Ho trovato, tra i vari, un tweet con un migliaio di like, che mi è parso significativo e riassuntivo di molti altri:
"Il #concordato è il frutto di un accordo voluto dal fascismo che uno stato serio e sano avrebbe abolito già da un pezzo. Ma siccome anche i cattolici votano nessun politico di nessun colore sarà mai disposto a liberare l'Italia dalla zavorra dell'ingerenza del #vaticano". (Cristina Correani)
Ciascuno è libero di rappresentarsi “i cattolici” come a un solo uomo telecomandato da una potenza straniera, ci mancherebbe. E si può anche pensare che il fatto che “anche i cattolici votano” sia una iattura, causa di subalternità per lo Stato. Però mi sembrano pensieri semplificatori e violenti, rivolti contro una categoria di persone e non contro delle idee precise che non si condividono.
Non credo che interventi di questo tipo possano, come vorrebbero nell’onestà dell’intenzione, essere di buon sostegno alla causa del riconoscimento universale della dignità delle persone, quali che siano le loro scelte, orientamenti o appartenenze.
Mi è sembrato che in più luoghi nel dibattito di queste ore il termometro del rispetto abbia segnato febbre alta.
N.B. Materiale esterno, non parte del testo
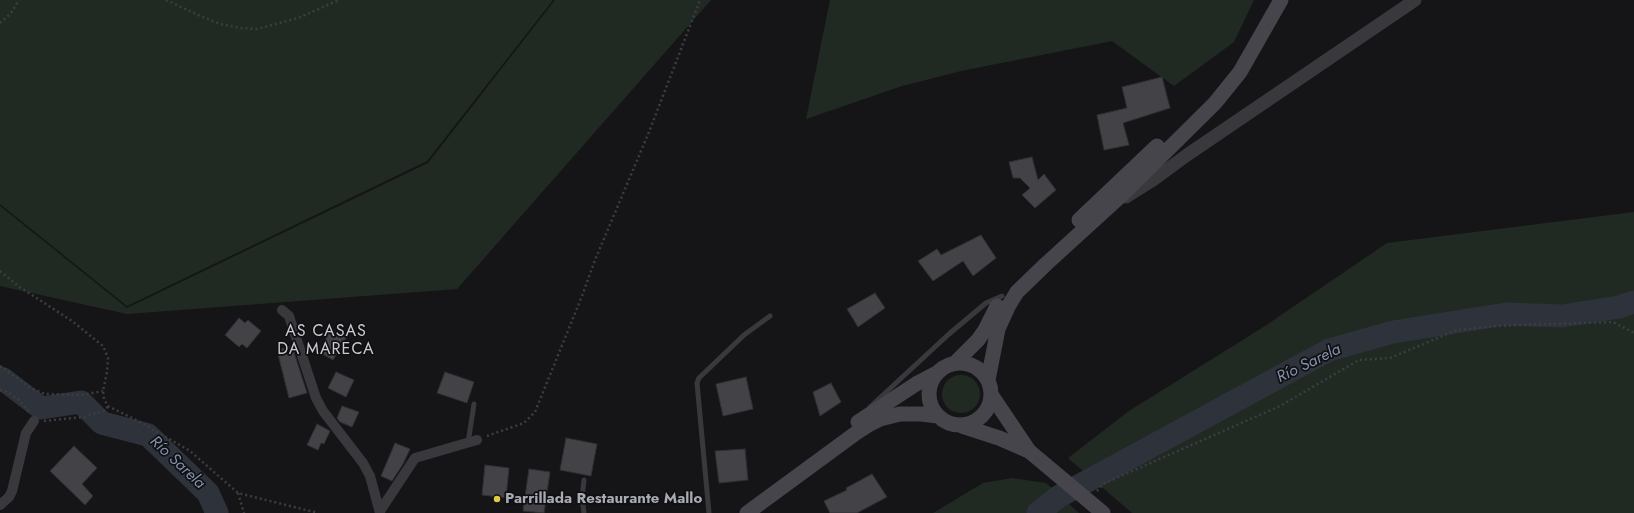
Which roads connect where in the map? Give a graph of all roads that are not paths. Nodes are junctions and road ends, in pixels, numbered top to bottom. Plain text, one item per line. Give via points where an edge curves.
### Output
1 (1280, 0) edge
2 (1415, 0) edge
3 (1253, 48) junction
4 (1148, 168) junction
5 (1166, 170) junction
6 (1103, 212) junction
7 (1078, 221) junction
8 (1002, 296) junction
9 (282, 310) dead end
10 (770, 316) dead end
11 (955, 363) junction
12 (937, 373) junction
13 (988, 380) junction
14 (903, 392) junction
15 (992, 396) junction
16 (879, 398) junction
17 (474, 404) dead end
18 (938, 416) junction
19 (34, 421) road end
20 (852, 426) junction
21 (962, 426) junction
22 (473, 441) joint
23 (1029, 451) junction
24 (807, 468) junction
25 (584, 480) dead end
26 (0, 505) edge
27 (380, 512) edge
28 (584, 513) edge
29 (709, 513) edge
30 (747, 513) edge
31 (1103, 513) edge

1 - 3 main road
2 - 5 street
3 - 4 main road via 1240,72 1215,103
3 - 7 main road via 1211,94
4 - 5 street
4 - 6 main road
4 - 7 street via 1139,172 1104,203
5 - 6 street
6 - 13 main road via 1028,280 1009,305 998,329
7 - 8 main road via 1022,272
8 - 11 main road via 985,330
8 - 16 lane via 986,303
9 - 27 street via 289,316 316,398 363,463 370,476
10 - 29 lane via 744,334 699,378 697,383
11 - 12 main road
11 - 13 main road via 964,363 980,369
12 - 14 main road
12 - 18 main road via 929,393 930,404
13 - 15 main road
14 - 16 lane
14 - 20 main road
15 - 21 main road via 987,411 981,418 972,424
15 - 23 main road
16 - 20 lane
17 - 22 lane
18 - 21 main road via 952,425
18 - 24 main road via 910,414 880,419
19 - 26 street via 26,433 12,491
20 - 24 main road
21 - 23 main road
22 - 27 street via 414,458
23 - 31 main road, bridge
24 - 30 main road
25 - 28 lane

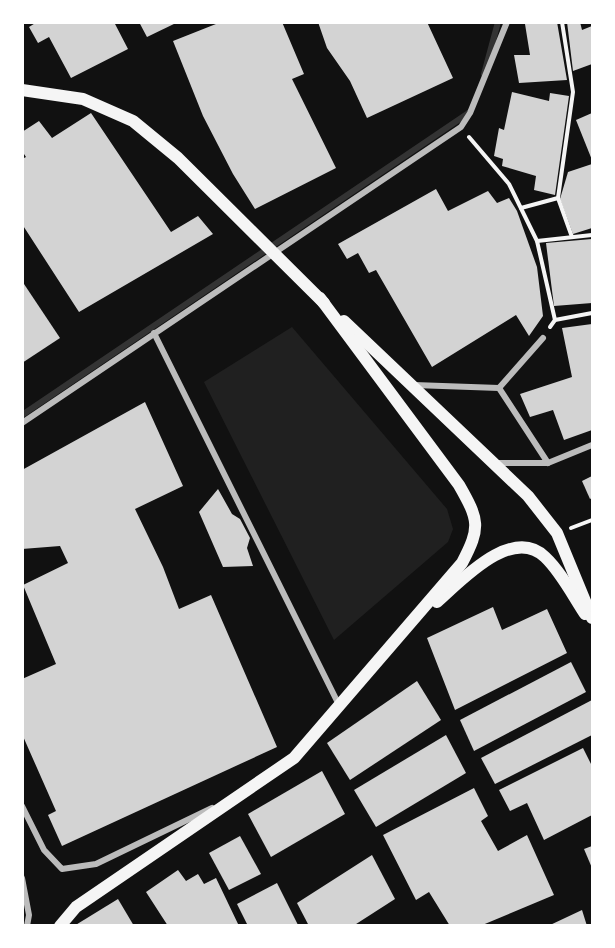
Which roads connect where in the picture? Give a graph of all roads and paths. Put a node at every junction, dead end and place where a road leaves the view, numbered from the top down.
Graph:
1 (507, 22) edge
2 (562, 22) edge
3 (22, 90) edge
4 (460, 127) junction
5 (558, 198) junction
6 (521, 208) junction
7 (592, 235) edge
8 (572, 237) junction
9 (537, 241) junction
10 (273, 253) junction
11 (320, 298) junction
12 (592, 313) edge
13 (555, 320) junction
14 (154, 333) junction
15 (543, 338) joint
16 (411, 385) junction
17 (499, 388) junction
18 (22, 423) edge
19 (592, 445) edge
20 (493, 463) junction
21 (548, 463) junction
22 (592, 618) edge
23 (592, 625) edge
24 (406, 628) junction
25 (339, 706) junction
26 (245, 792) junction
27 (22, 806) edge
28 (22, 878) edge
29 (27, 926) edge
30 (60, 926) edge

1 - 4 street
2 - 5 path
3 - 10 main road
4 - 6 path
4 - 10 street
5 - 6 path
5 - 8 path
6 - 9 path
7 - 8 path
8 - 9 path
9 - 13 path
10 - 11 main road
10 - 14 street
11 - 16 main road
11 - 24 main road
12 - 13 path
13 - 15 path
14 - 18 street
14 - 25 street
15 - 17 street
16 - 17 street
16 - 20 main road
17 - 21 street
19 - 21 street
20 - 21 street
20 - 22 main road
23 - 24 main road
24 - 25 main road
25 - 26 main road
26 - 27 street
26 - 30 main road
28 - 29 street

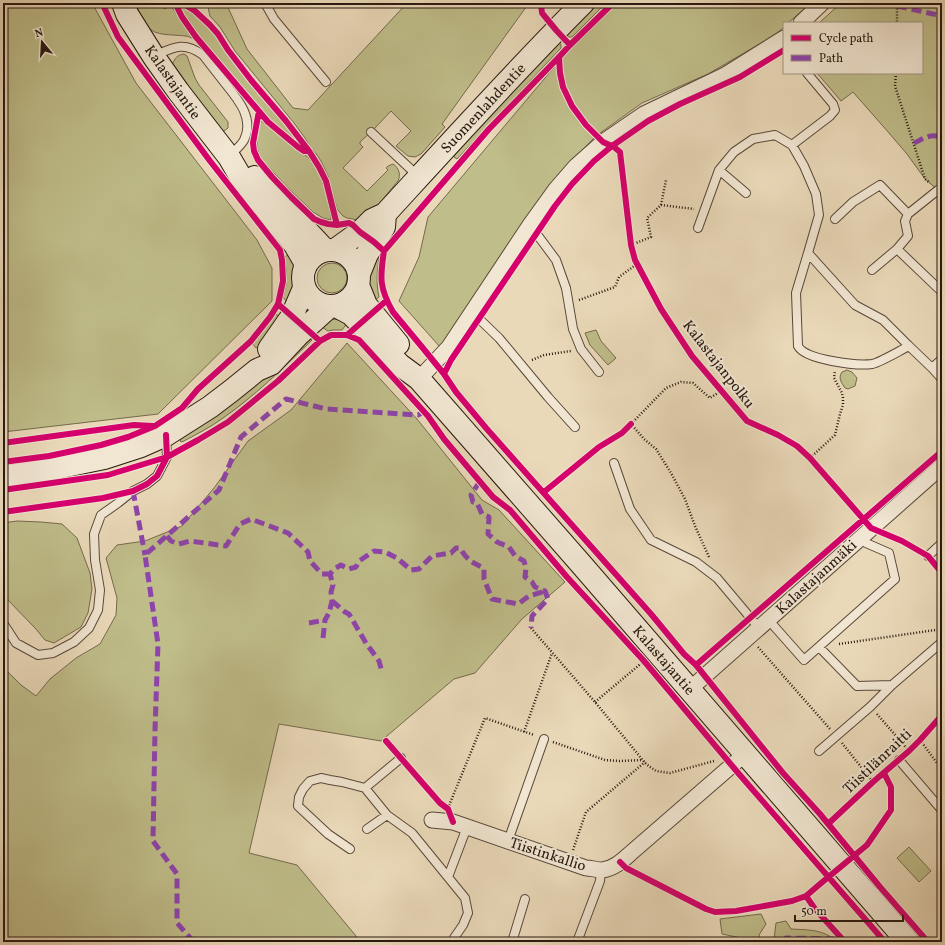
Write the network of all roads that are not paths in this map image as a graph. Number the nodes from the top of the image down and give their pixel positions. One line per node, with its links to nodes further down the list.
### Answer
1 (123, 3): 7 (main road, Kalastajantie)
2 (265, 3): 9 (lane)
3 (583, 3): 14 (main road, Suomenlahdentie)
4 (822, 3): 5 (street)
5 (802, 22)
6 (783, 42): 20 (street)
7 (154, 56): 12 (main road, Kalastajantie); 12 (lane)
8 (808, 74): 11 (lane)
9 (326, 82)
10 (371, 132): 14 (lane)
11 (792, 145): 13 (lane); 24 (lane)
12 (229, 157): 23 (main road, Kalastajantie); 25 (main road, Kalastajantie)
13 (719, 170): 16 (lane); 21 (lane)
14 (419, 177): 17 (main road, Suomenlahdentie)
15 (938, 190): 18 (lane)
16 (746, 193)
17 (385, 214): 23 (main road, Suomenlahdentie); 27 (main road, Suomenlahdentie)
18 (908, 214): 19 (lane); 22 (lane)
19 (834, 219)
20 (530, 225): 31 (street); 36 (lane)
21 (698, 228)
22 (898, 248): 26 (lane); 29 (lane)
23 (330, 250): 25 (main road); 27 (main road)
24 (808, 253): 32 (lane); 32 (lane)
25 (306, 264): 28 (main road)
26 (872, 270)
27 (359, 279): 30 (main road); 37 (main road, Kalastajantie)
28 (304, 288): 30 (main road); 35 (main road)
29 (942, 292)
30 (333, 306): 35 (main road); 37 (main road, Kalastajantie)
31 (472, 312): 37 (street); 39 (lane)
32 (909, 346): 34 (lane)
33 (942, 359): 34 (lane)
34 (932, 368): 38 (lane)
35 (257, 370): 40 (main road)
36 (599, 372)
37 (419, 379): 52 (main road, Kalastajantie)
38 (942, 380)
39 (575, 427)
40 (166, 435): 43 (main road); 47 (lane)
41 (614, 463): 48 (lane)
42 (942, 466): 48 (street, Kalastajanmäki)
43 (3, 477)
44 (866, 543): 50 (lane)
45 (942, 543): 46 (lane)
46 (928, 556)
47 (3, 623)
48 (760, 630): 50 (lane); 52 (street, Kalastajanmäki)
49 (942, 642): 51 (lane)
50 (819, 647): 51 (lane)
51 (892, 685): 54 (lane)
52 (690, 689): 56 (main road, Kalastajantie)
53 (544, 739): 64 (lane)
54 (819, 751)
55 (400, 758): 58 (lane)
56 (734, 759): 66 (street, Tiistinkallio); 72 (main road, Kalastajantie)
57 (899, 760): 59 (lane)
58 (365, 788): 60 (lane); 65 (lane)
59 (942, 806)
60 (387, 815): 63 (lane); 67 (lane)
61 (432, 820): 62 (street, Tiistinkallio)
62 (468, 827): 64 (street, Tiistinkallio); 67 (lane)
63 (367, 829)
64 (508, 841): 66 (street, Tiistinkallio)
65 (350, 849)
66 (601, 870): 71 (lane)
67 (448, 877): 69 (lane)
68 (525, 899): 70 (lane)
69 (455, 942)
70 (512, 942)
71 (577, 942)
72 (908, 942)

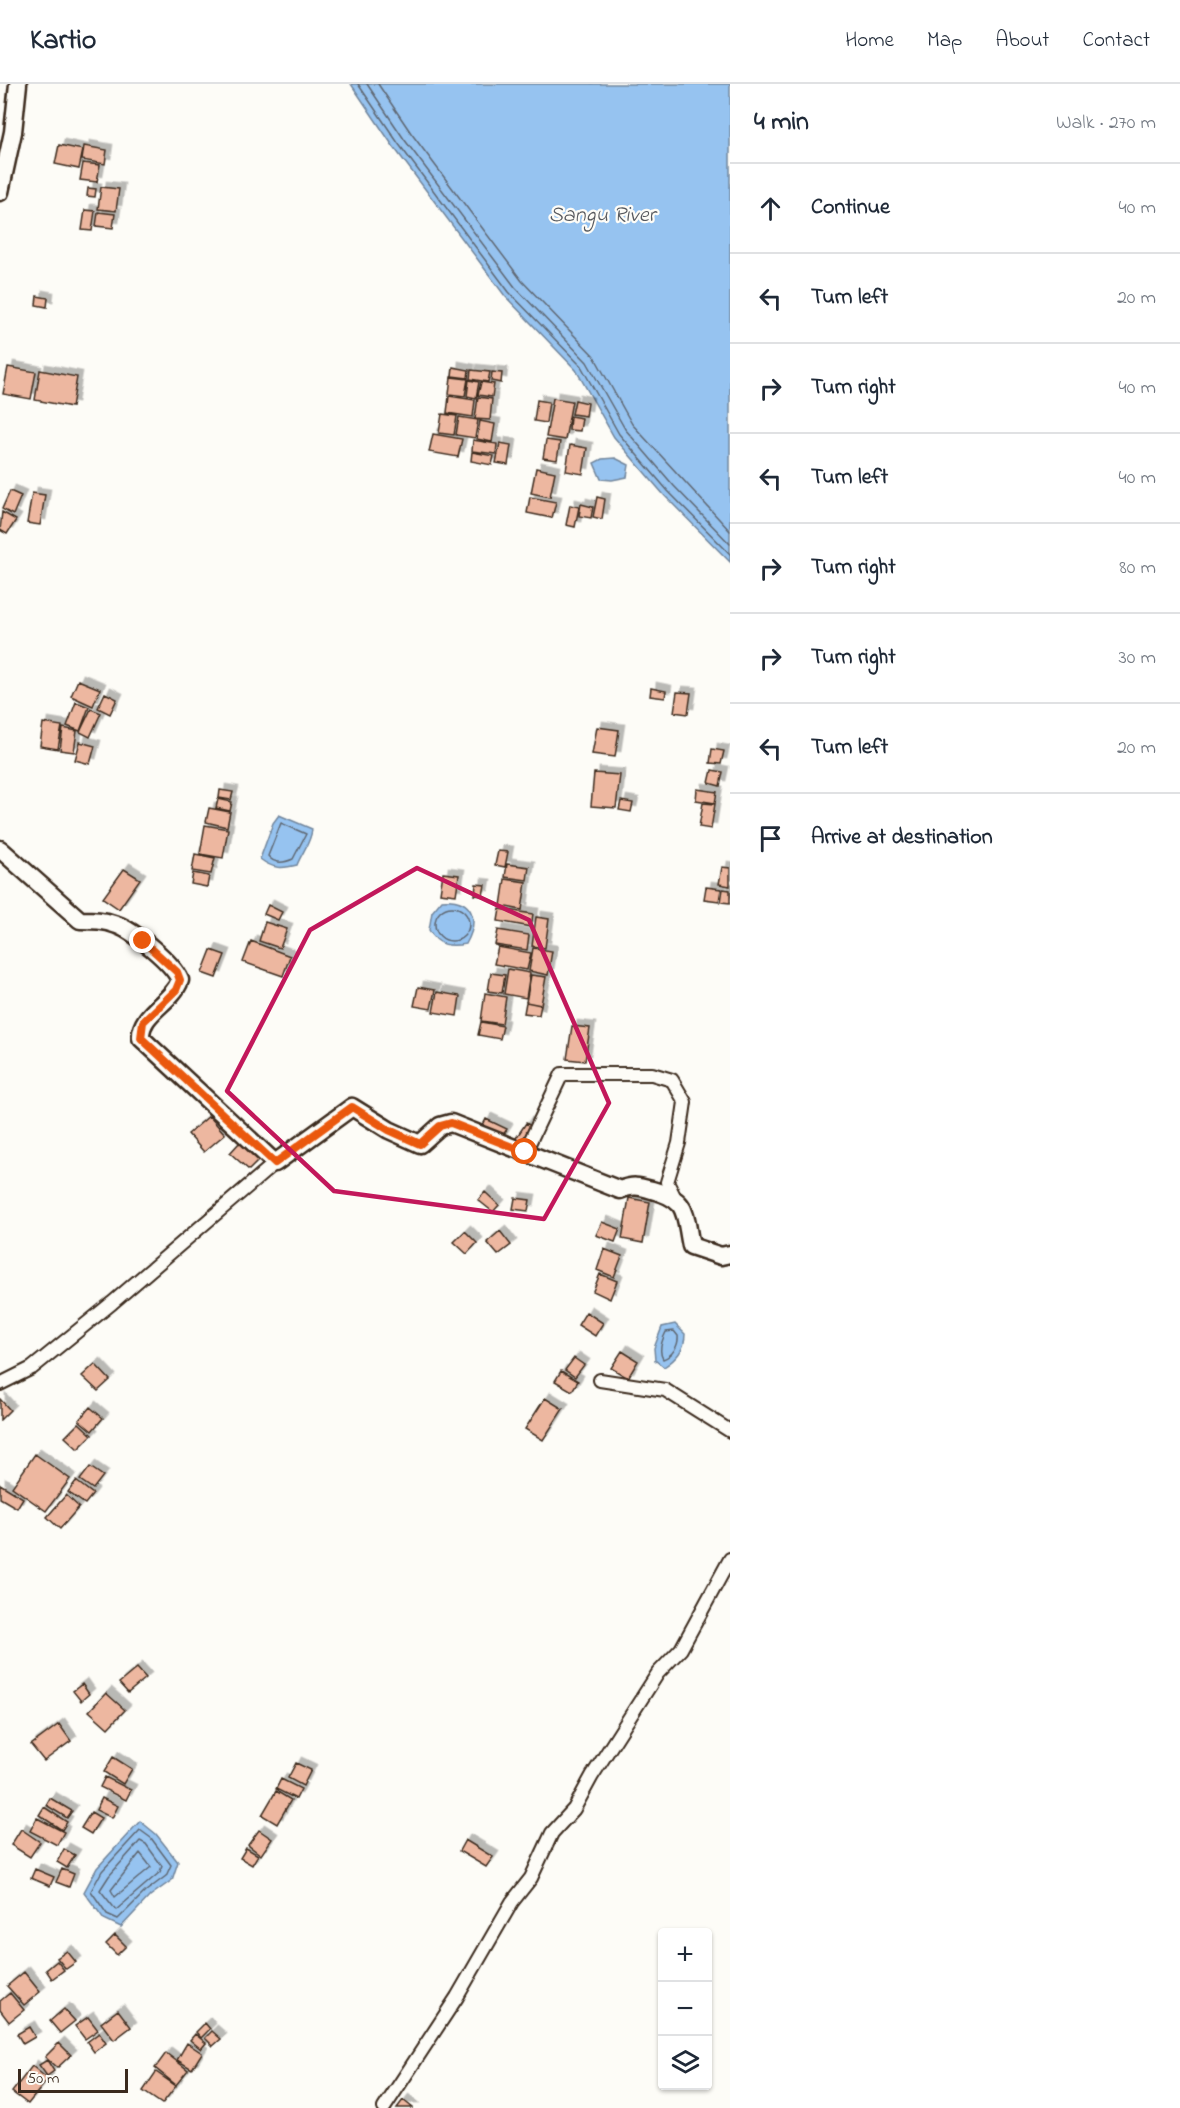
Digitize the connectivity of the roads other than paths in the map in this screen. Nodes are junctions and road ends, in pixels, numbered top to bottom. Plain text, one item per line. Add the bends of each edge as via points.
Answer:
1 (18, 84) edge
2 (0, 192) edge
3 (0, 849) edge
4 (525, 1152) junction
5 (275, 1163) junction
6 (674, 1196) junction
7 (730, 1254) edge
8 (600, 1380) dead end
9 (0, 1384) edge
10 (730, 1431) edge
11 (730, 1558) edge
12 (384, 2108) edge

1 - 2 main road
3 - 5 main road via 80,920 118,925 143,941 177,972 180,980 176,990 143,1022 141,1038
4 - 5 main road via 451,1123 440,1126 420,1144 352,1107
4 - 6 main road via 620,1190 632,1185
4 - 6 street via 562,1074 652,1074 672,1080 685,1102 679,1143 667,1182
5 - 9 street via 41,1361
6 - 7 main road via 683,1207 691,1246 721,1256
8 - 10 street via 665,1390
11 - 12 street via 681,1649 658,1673 574,1809 552,1833 531,1878 512,1902 457,1997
Ed è una cosa di cui dispiacersi, specialmente quando il tema centrale vorrebbe proprio essere quello della tutela della dignità e della rispettabilità di ogni persona in quanto tale, “senza distinzione di sesso, di razza, di lingua, di religione, di opinioni politiche, di condizioni personali e sociali”, come recita l’art. 3 della Costituzione.
Aggiungo, a scanso di equivoci e unilateralità, che se per annunciare il vangelo di Gesù Cristo o per sostenere idee o valori della tradizione cattolica utilizzo la stessa modalità comunicativa dell’attacco semplificatorio all’interlocutore, banalizzandone il profilo e tratteggiandolo come un mostro o un poco di buono, non faccio nulla di diverso.
Esempi di cattiva comunicazione se ne potrebbero trovare, ahimé, anche tra i post e i tweet dei simpatizzanti del signor Vaticano, non solo tra quelli dei più appassionati sostenitori della signora Italia Liberata.
Purtroppo per noi tutti, due mali sommati non fanno mai un bene, neppure nel dibattito pubblico.
A ciascuno il compito di ricordare che il rispetto o è davvero per tutti (e in particolare per coloro di cui non condividiamo le idee o le scelte), o, semplicemente, non è.